По этой тропинке они и пошли. Сначала был лес, а после леса — то голое пространство, откуда уже виден луг от края до края. В этом месте и надо остановиться. Позади — гора, вся из гранита, грузное животное, внушавшее такой страх в первые дни; нечто крепкое, к чему так приятно прислониться. А впереди, за лугом, расплющивая маленькие блестящие крыши домов, — Большой Массив, закрывающий небо своей огромной дугой. Вскоре в самой высокой точке пространства зажегся факел и принялся спускаться с вершины на вершину… Их всегда захватывала врасплох быстротечность закатов. Просто у гор свои привычки, резко меняющие привычки людей. Горы не дают понежиться; они по-своему захватывают вас, а потом отбрасывают в ваше небытие; они не отдаются надолго, не напомнив, что они не ваши, что они созданы не для вас и ни для кого вообще… Но какая драма могла бы придать большую остроту присутствию человека? Симон смотрит на стоящую рядом Ариадну и на горы вокруг нее и, сам не зная почему, испытывает волнение, словно вдруг открыл для себя слабость и смертность обожаемого существа… Последний пик в вышине перестал мерцать; пожар, перекидывавшийся со скалы на скалу, вдруг угас, словно задутая свечка, и снег, изнемогший от этого краткого приступа безумия, внезапно принял погребальный вид. Но как хорошо побыть еще здесь, в холоде потока, в пустоте воздуха, чтобы вместе ощутить дрожь земли, снова оказавшейся в ночи наедине с собой, как будто не существовало ни людей, ни животных.
Она вдруг сказала:
— Я счастлива, что я здесь….
Впереди них лес, обхватывающий Обрыв Арменаз двумя пушистыми руками, начал темнеть; вершины понемногу снова приняли оттенки слоновой кости. Небо позади было чистым, манящим, слегка потемневшим, чуть более погруженным в свою тайну, и являло собой безмерную кротость, разлившуюся надо всею суровостью земли. Неожиданно на горы снизошел дух некой простодушной искренности, и теперь они отдавались вам, сбросив пышное убранство, в наготе, не созданной для объятий… Эти горы были местом, где вам хорошо.
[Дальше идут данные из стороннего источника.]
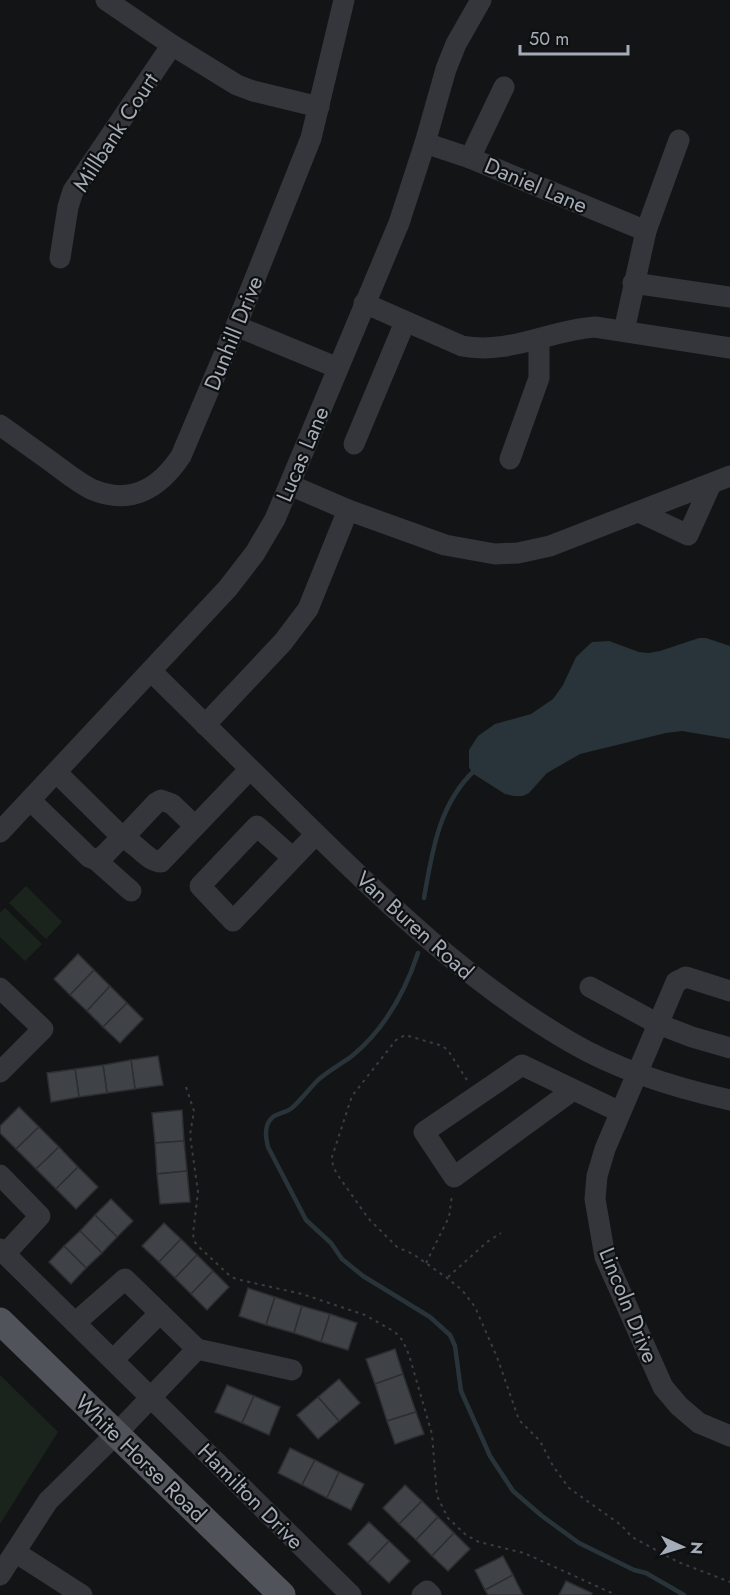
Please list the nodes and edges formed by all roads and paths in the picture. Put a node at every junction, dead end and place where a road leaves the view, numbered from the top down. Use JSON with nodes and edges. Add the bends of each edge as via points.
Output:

Здесь чувствовалась сила великой истины. Поэтому Ариадна и сказала вдруг: «Я счастлива…»
Наступила ночь. Далеко-далеко, на повороте дороги, она поглотила последнее, долго сопротивлявшееся дерево. Оно упиралось всеми своими ветвями, отчаянно раскинутыми по небу. Слышен был его крик… Им все это было знакомо.
Ночь, в которую они поднимались, становилась все более синей. Но та, откуда они выходили, была черна. Не хотелось снова погрузиться в нее.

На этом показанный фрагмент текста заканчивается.